My festival started with a breakfast meeting with the Reclaim the Frame gang and it felt lovely to get to meet new faces and old in real life after so long on Zoom. It set the tone perfectly. My absolute highlight of the week was seeing Maggie Gyllenhaal’s directorial debut, The Lost Daughter. I felt like I held my breath for the entire film, there wasn’t a wasted second on screen and can’t wait to share it with a Plymouth Arts Cinema audience. Hit the Road, by Panah Panahi, came a very close second and had the most incredible performance by a child actor I have seen in a long time. Another belter was Lucile Hadzihalilovic’s Earwig which lived up to all of my high expectations. I think she is one of the most interesting directors working at the moment, really pushing the boundaries and creating entirely ‘other’ worlds that need to be seen on the big screen. Mesmerising stuff.
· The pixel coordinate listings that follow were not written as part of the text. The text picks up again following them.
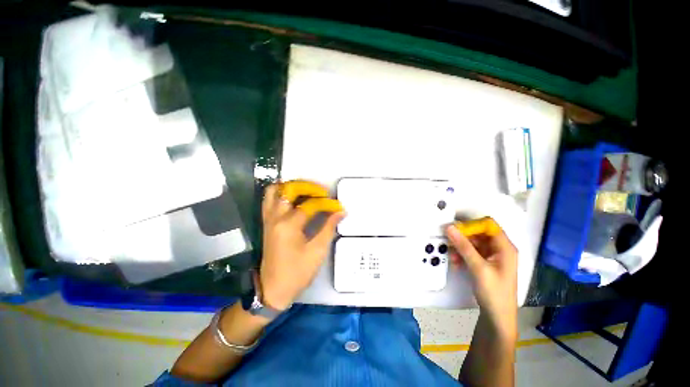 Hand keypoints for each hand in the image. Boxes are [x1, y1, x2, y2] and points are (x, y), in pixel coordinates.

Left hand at [259, 183, 344, 309]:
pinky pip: (269, 200)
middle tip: (322, 192)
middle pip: (289, 190)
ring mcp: (268, 219)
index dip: (326, 203)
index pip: (310, 205)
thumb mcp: (317, 251)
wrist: (273, 289)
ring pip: (275, 191)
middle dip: (308, 187)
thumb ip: (329, 227)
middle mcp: (276, 217)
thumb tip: (340, 212)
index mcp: (289, 225)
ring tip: (307, 190)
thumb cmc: (297, 272)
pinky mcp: (266, 223)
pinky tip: (294, 197)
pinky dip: (281, 193)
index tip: (337, 206)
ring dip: (291, 186)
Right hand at [445, 220, 517, 339]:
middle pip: (479, 233)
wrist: (497, 317)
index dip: (472, 224)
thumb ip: (464, 246)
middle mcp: (499, 249)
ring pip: (472, 243)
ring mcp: (492, 256)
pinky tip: (456, 264)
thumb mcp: (478, 268)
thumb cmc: (494, 292)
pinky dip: (462, 255)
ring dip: (460, 248)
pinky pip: (471, 252)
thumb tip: (450, 227)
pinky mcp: (485, 263)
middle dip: (463, 238)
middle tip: (449, 242)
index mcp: (505, 247)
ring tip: (452, 257)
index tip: (455, 229)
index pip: (488, 225)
The film I was most looking forward to was the gala screening of Jane Campion’s The Power of the Dog (screening at PAC from 3rd – 9th December), made all the more exciting by the fact the JC herself was there to introduce it. She has been my absolute hero since I first saw Sweetie and I wrote my MA thesis on The Piano, which is still one of my favourite films. Not only was I there in a cinema with her but I had a ticket to the after party (well, the friend who I went with had the tickets). Absolute golden opportunity to meet her. As the film finished, my friend turned to me and said, ‘Do you mind if we don’t go to the party, it’ll feel too much like still being at work’. I think I was pretty cool about it and what would I have said to JC anyway, even if I had managed to get close enough? ‘Great film Love, keep it up’, while smiling giddily and giving her the thumbs-up? Nope, not cool. So, I graciously (!) agreed and we went for an un-starry but much more fun drink and catch-up instead.
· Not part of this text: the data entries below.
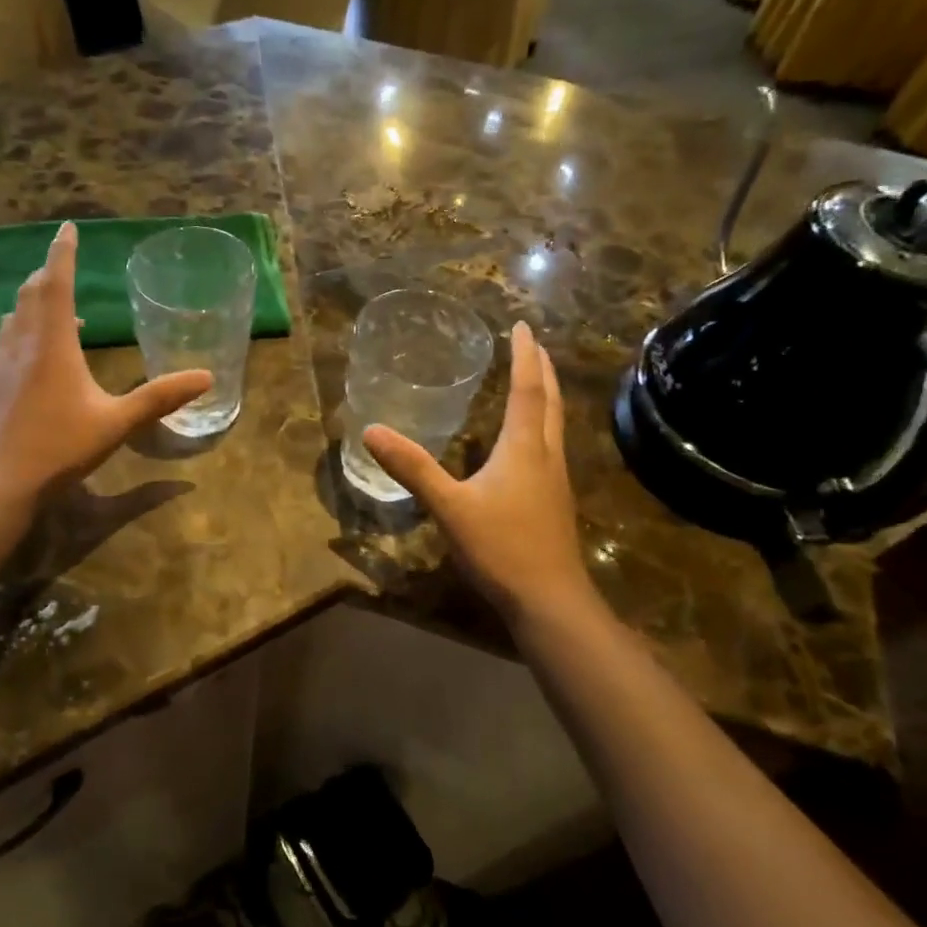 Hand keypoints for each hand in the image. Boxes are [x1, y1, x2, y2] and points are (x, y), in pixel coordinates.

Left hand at [0, 223, 211, 507]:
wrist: (1, 480)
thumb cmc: (62, 446)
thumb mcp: (117, 421)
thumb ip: (160, 397)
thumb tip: (206, 377)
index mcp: (53, 343)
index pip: (57, 283)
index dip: (63, 252)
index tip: (68, 227)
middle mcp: (22, 342)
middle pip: (32, 292)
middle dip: (50, 273)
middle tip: (65, 265)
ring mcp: (1, 361)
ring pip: (15, 314)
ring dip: (35, 300)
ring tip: (58, 308)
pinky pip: (7, 337)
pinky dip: (24, 326)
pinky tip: (37, 352)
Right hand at [363, 322, 598, 626]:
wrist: (550, 600)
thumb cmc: (501, 548)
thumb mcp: (449, 507)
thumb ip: (412, 468)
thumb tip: (372, 430)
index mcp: (524, 447)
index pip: (526, 388)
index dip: (524, 355)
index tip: (522, 325)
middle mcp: (545, 455)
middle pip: (549, 401)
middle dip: (541, 369)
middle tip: (533, 343)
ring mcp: (554, 479)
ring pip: (555, 423)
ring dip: (546, 395)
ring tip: (534, 379)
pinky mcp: (553, 501)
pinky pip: (550, 445)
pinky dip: (541, 424)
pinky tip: (527, 441)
Part of the joy of LFF is that kind of catching up. The random conversations that start in early morning queues where you find out about the gems you may have missed, or you talk about why a particular film worked or didn’t quite hit the mark. You meet filmmakers, other programmers, reviewers, the people who just love cinema and after such a long break, it was those conversations that remind everyone of why we queue at 7am and why we all do what we do. There is something uniquely energising about the cinema overload that festivals deliver.
I saw too many films to mention them all; some good, some mediocre and one absolute howler. Exactly what a festival mix should be – there has to be some texture. There are films I know will play beautifully to our audience; The Phantom of the Open (predictable but incredibly sweet, Belfast (Judy Dench in black and white, say no more), Mothering Sunday, and some which will be a harder sell but absolutely necessary (Earwig and Natural Light already mentioned). There were some which were enjoyable even if I don’t think my audience would want to watch; Dashcam and La Abuela. I also saw a great installation as part of the Expanded programme strand by Darkfield, staged in a shipping container on the Southbank. It was clever, refreshing and unsettling. And the howler I mentioned? Benedetta by Paul Verhoeven, unsurprisingly, hilariously, riotously awful (only my opinion so don’t sue me) but it was the best way to end the festival, sitting with colleagues, tears of inappropriate laughter streaming down our faces in a perfect shared cinema moment. And really, that is the joy. There isn’t anything quite like watching a film as part of an audience – it can transform a terrible film into the best experience, it can create moments of pure beauty and deep resonance and it reminds us all of how much we need other people to connect to.
Was it exhausting? Of course. Was it worth it? Of course. Am I still sad at missing Jane Campion? I think it’s probably better never to meet your heroes, that way you can never be disappointed (or make an absolute arse of yourself).